The individual components of the balance of payments together play a pivotal role on the value of the Australian dollar. The balance of payments can be defined as a record of the transactions of the transactions Australia with the rest of the world. It allows economists to study whether Australia's external position is sustainable and whether there are too many outflows in relation to inflows. In turn, changes in the components of the balance of payments have a significant impact on the Australian economy and in particular the value of the Australia dollar as they indicate Australia's transactions with overseas nations. .
The balance of payments can be divided into the current account and the capital and financial account. The current account consists of non-reversal transactions including the net primary income section, which mainly records returns on investment, the balance on G+S, which is the difference between aus exports and imports and the net secondary account, a minor section that was a deficit of $-1.1 bn in 2012, recording the unilateral transfer of money. The capital and financial account records reversible transactions and consists of the capital account and the financial account.

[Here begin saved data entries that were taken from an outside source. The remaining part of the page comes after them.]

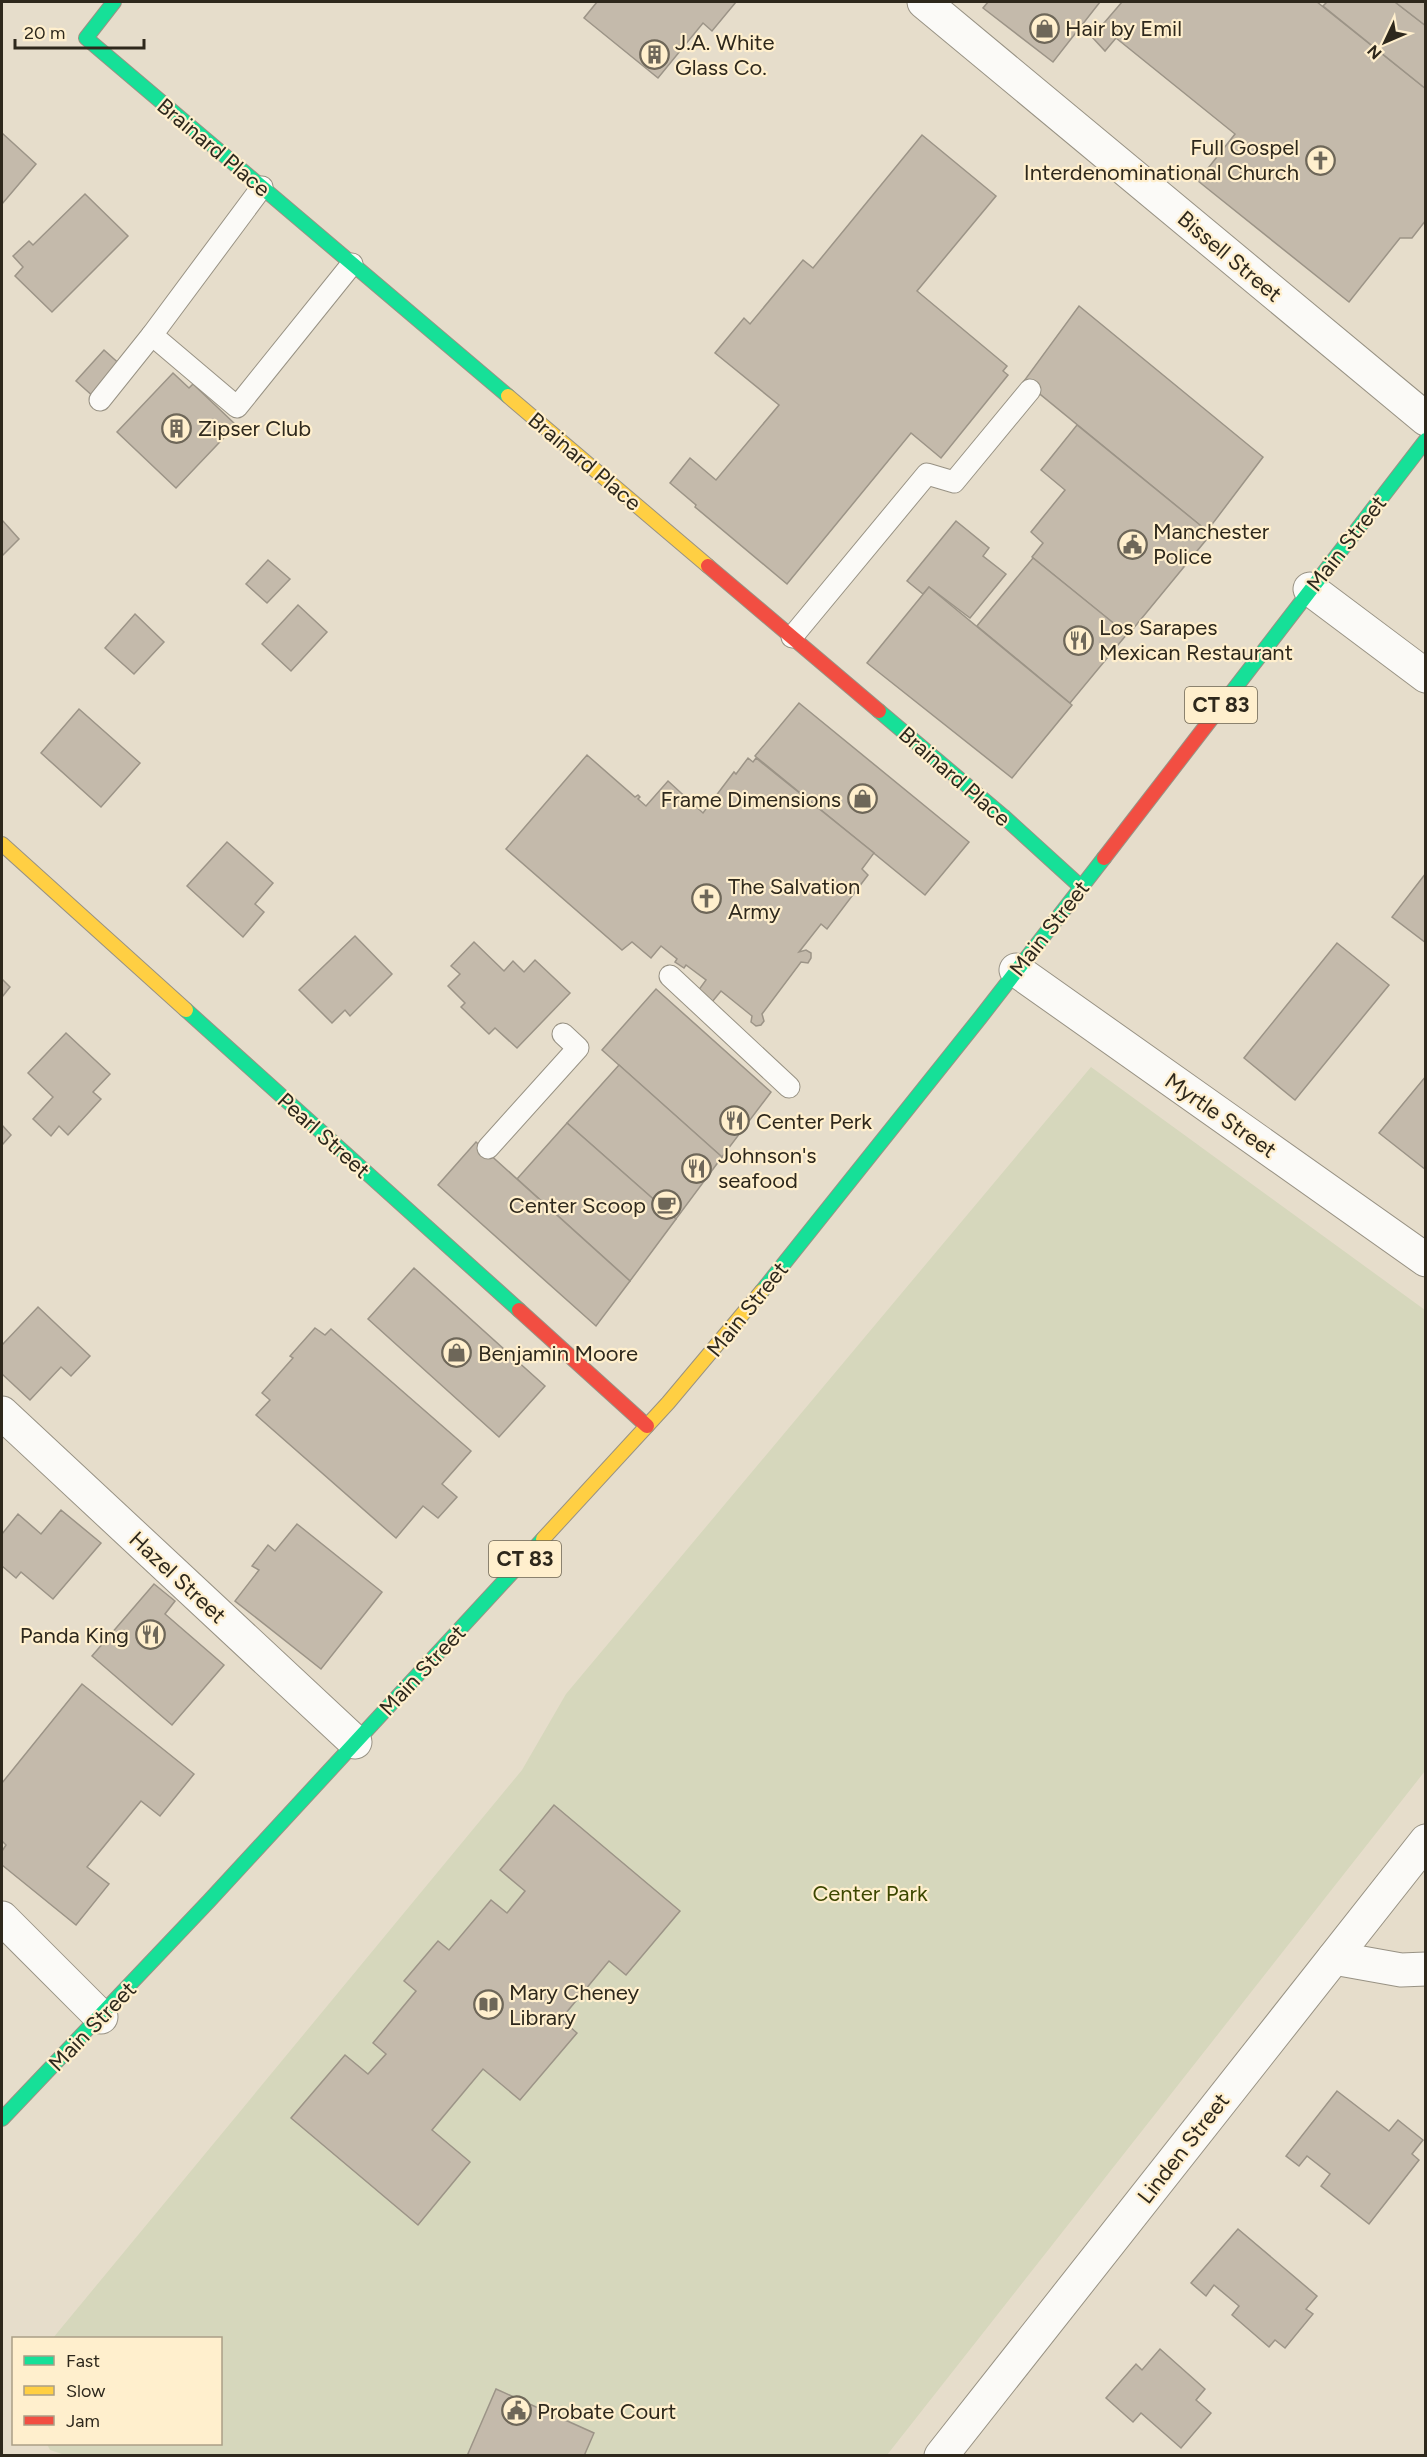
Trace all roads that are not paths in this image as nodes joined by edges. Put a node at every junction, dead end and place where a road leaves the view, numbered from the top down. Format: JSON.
{"nodes":[{"id":1,"x":114,"y":2,"type":"edge"},
{"id":2,"x":924,"y":2,"type":"edge"},
{"id":3,"x":262,"y":187,"type":"junction"},
{"id":4,"x":352,"y":264,"type":"junction"},
{"id":5,"x":152,"y":335,"type":"junction"},
{"id":6,"x":1030,"y":390,"type":"dead end"},
{"id":7,"x":100,"y":400,"type":"dead end"},
{"id":8,"x":1425,"y":419,"type":"edge"},
{"id":9,"x":1425,"y":440,"type":"edge"},
{"id":10,"x":1310,"y":590,"type":"junction"},
{"id":11,"x":792,"y":637,"type":"junction"},
{"id":12,"x":1425,"y":675,"type":"edge"},
{"id":13,"x":2,"y":844,"type":"edge"},
{"id":14,"x":1081,"y":887,"type":"junction"},
{"id":15,"x":1016,"y":970,"type":"junction"},
{"id":16,"x":670,"y":976,"type":"dead end"},
{"id":17,"x":563,"y":1034,"type":"dead end"},
{"id":18,"x":789,"y":1087,"type":"dead end"},
{"id":19,"x":488,"y":1148,"type":"dead end"},
{"id":20,"x":1425,"y":1260,"type":"edge"},
{"id":21,"x":2,"y":1413,"type":"edge"},
{"id":22,"x":647,"y":1426,"type":"junction"},
{"id":23,"x":356,"y":1742,"type":"junction"},
{"id":24,"x":1425,"y":1841,"type":"edge"},
{"id":25,"x":2,"y":1918,"type":"edge"},
{"id":26,"x":1334,"y":1959,"type":"junction"},
{"id":27,"x":1425,"y":1970,"type":"edge"},
{"id":28,"x":101,"y":2017,"type":"junction"},
{"id":29,"x":2,"y":2120,"type":"edge"},
{"id":30,"x":941,"y":2456,"type":"edge"}],
"edges":[{"from":1,"to":3,"type":"street","name":"Brainard Place"},
{"from":2,"to":8,"type":"street","name":"Bissell Street"},
{"from":3,"to":4,"type":"street","name":"Brainard Place"},
{"from":3,"to":5,"type":"lane"},
{"from":4,"to":5,"type":"lane"},
{"from":4,"to":11,"type":"street","name":"Brainard Place"},
{"from":5,"to":7,"type":"lane"},
{"from":6,"to":11,"type":"lane"},
{"from":9,"to":10,"type":"street","name":"Main Street","number":"CT 83"},
{"from":10,"to":12,"type":"street"},
{"from":10,"to":14,"type":"street","name":"Main Street","number":"CT 83"},
{"from":11,"to":14,"type":"street","name":"Brainard Place"},
{"from":13,"to":22,"type":"street","name":"Pearl Street"},
{"from":14,"to":15,"type":"street","name":"Main Street","number":"CT 83"},
{"from":15,"to":20,"type":"street","name":"Myrtle Street"},
{"from":15,"to":22,"type":"street","name":"Main Street","number":"CT 83"},
{"from":16,"to":18,"type":"lane"},
{"from":17,"to":19,"type":"lane"},
{"from":21,"to":23,"type":"street","name":"Hazel Street"},
{"from":22,"to":23,"type":"street","name":"Main Street","number":"CT 83"},
{"from":23,"to":28,"type":"street","name":"Main Street","number":"CT 83"},
{"from":24,"to":26,"type":"street","name":"Linden Street"},
{"from":25,"to":28,"type":"street"},
{"from":26,"to":27,"type":"street"},
{"from":26,"to":30,"type":"street","name":"Linden Street"},
{"from":28,"to":29,"type":"street","name":"Main Street","number":"CT 83"}]}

To examine the impacts of changes to components of the balance of payments on the AUD, each part must be analysed separately. Firstly, changes to the BOGS significantly influences the value of the AUD. This is because changes to demand for exports and imports will lead to an appreciation or depreciation of the currency. For example, an increase in demand for Aus exports from china has been recently occurring with a 55% jump in demand for iron ore, will increase demand for the AUD and cause an appreciation. This is best shown through an increase in demand on a diagram.
[SD graph of AUD showing an increase in demand] .
As seen on this diagram, the price of the $A has increased due to the sharp rise in demand for exports.